Мне было двенадцать или тринадцать лет, я училась в русской гимназии в Париже. Владыка был еще Андреем Борисовичем Блумом, или Додиком, как его тогда все называли, следуя примеру его матери. Мой дедушка, священник отец Михаил Бельский, основал православный приход Божьей Матери всех Скорбящих радости и святой Женевьевы в Париже в 1936 году. Андрей Борисович был тогда его прихожанином, духовным сыном и тайным монахом, но об этом я узнала позже, когда он стал ходить к родителям в гости. Он часто бывал у нас: мы жили в ужасных трущобах на третьем этаже старого дома, без воды и удобств, над убогим помещением церкви деда, которое находилось внизу во дворе. Додик приходил к деду и к моим родителям, а потом, став врачом, он всех нас лечил. Помню, когда кто-нибудь болел, он часто повторял: не надо огорчаться, даже если умрёте, так как смерть – это встреча с Господом Богом, поэтому ей надо только радоваться.
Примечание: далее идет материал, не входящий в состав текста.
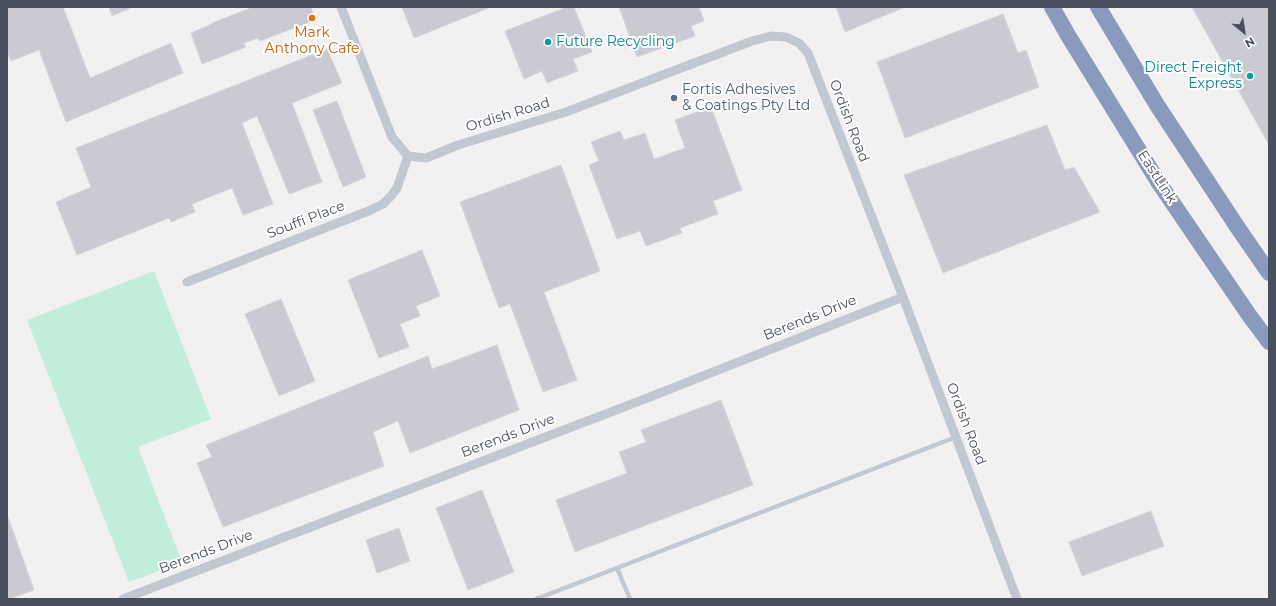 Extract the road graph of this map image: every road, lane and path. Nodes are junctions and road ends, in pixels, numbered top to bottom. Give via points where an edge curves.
1 (341, 7) edge
2 (1052, 7) edge
3 (1098, 7) edge
4 (408, 156) junction
5 (1269, 273) edge
6 (187, 282) dead end
7 (902, 297) junction
8 (1269, 342) edge
9 (956, 437) junction
10 (617, 568) junction
11 (123, 599) edge
12 (536, 599) edge
13 (630, 599) edge
14 (1017, 599) edge

1 - 4 street via 392,137
2 - 8 highway, EastLink via 1159,183
3 - 5 highway via 1157,105
4 - 6 street, Souffi Place via 397,188 383,204
4 - 7 street, Ordish Road via 426,158 458,145 566,112 752,41 771,36 786,37 799,43 808,53
7 - 9 street, Ordish Road
7 - 11 street, Berends Drive via 643,400
9 - 10 lane
9 - 14 street, Ordish Road
10 - 12 lane
10 - 13 lane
Это было отнюдь не во вкусах моей семьи!
В это время я помню Владыку в русской гимназии, основанной для обучения дeтей русских беженцев где-то в двадцатые годы прошлого века и просуществовавшей до начала шестидесятых. Она находилась в красивом особняке одного из парижских предместий, в Булони. Владыку, тогда ещё студента, назначили преподавателем гимнастики, затем математики и, наконец, классным наставником того класса, в котором я училась – должно быть, третьего или четвёртого. Потом он стал вдохновителем кружков по чтению Евангелия, но это случилось, когда я уже была студенткой.
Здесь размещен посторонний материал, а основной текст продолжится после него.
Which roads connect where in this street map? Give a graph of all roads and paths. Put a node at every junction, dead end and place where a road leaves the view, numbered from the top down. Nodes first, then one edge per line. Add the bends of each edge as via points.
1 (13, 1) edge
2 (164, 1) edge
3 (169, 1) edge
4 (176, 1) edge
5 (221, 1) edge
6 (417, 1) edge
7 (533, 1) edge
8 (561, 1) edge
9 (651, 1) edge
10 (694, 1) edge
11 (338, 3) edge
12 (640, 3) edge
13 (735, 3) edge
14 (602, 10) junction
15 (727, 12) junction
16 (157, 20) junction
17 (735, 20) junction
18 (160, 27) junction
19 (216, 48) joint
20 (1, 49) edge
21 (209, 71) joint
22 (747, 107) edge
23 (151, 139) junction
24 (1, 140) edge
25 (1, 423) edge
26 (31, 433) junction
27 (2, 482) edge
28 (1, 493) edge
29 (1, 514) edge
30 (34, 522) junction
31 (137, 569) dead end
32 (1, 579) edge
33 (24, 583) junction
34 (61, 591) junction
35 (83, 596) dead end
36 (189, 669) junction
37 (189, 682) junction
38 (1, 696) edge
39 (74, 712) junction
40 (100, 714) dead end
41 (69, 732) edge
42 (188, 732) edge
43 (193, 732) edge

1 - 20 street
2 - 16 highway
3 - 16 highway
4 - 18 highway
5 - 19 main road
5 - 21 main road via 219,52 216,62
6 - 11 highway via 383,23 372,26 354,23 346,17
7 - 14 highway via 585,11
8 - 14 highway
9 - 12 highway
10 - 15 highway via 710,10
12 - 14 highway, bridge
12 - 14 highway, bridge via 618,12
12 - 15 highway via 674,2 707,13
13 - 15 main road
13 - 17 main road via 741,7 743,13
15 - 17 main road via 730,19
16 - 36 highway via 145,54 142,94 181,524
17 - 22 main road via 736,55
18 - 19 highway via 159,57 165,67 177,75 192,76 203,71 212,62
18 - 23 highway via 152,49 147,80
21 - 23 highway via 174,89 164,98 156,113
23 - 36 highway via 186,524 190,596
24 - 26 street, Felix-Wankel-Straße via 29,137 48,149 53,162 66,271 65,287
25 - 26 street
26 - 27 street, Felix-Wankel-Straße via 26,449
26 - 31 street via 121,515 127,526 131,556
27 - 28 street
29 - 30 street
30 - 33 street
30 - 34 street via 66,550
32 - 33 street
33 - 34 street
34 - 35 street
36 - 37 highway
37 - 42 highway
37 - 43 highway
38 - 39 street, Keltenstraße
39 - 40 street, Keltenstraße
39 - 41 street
В гимназии классный наставник, или надзиратель, занимался нами во время перемен (особенно на самой длинной, послеобеденной), следил за посещаемостью, порядком и, главное, за нашими «бальниками». Я его любила, он мне казался справедливым, для меня это было важнее всего. Я была строптивой ученицей: училась с отличием по всем предметам, кроме географии, что создало мне репутацию «умницы», но вот с поведением была беда – по тогдашней 18-бальной системе я с трудом дотягивала до 16.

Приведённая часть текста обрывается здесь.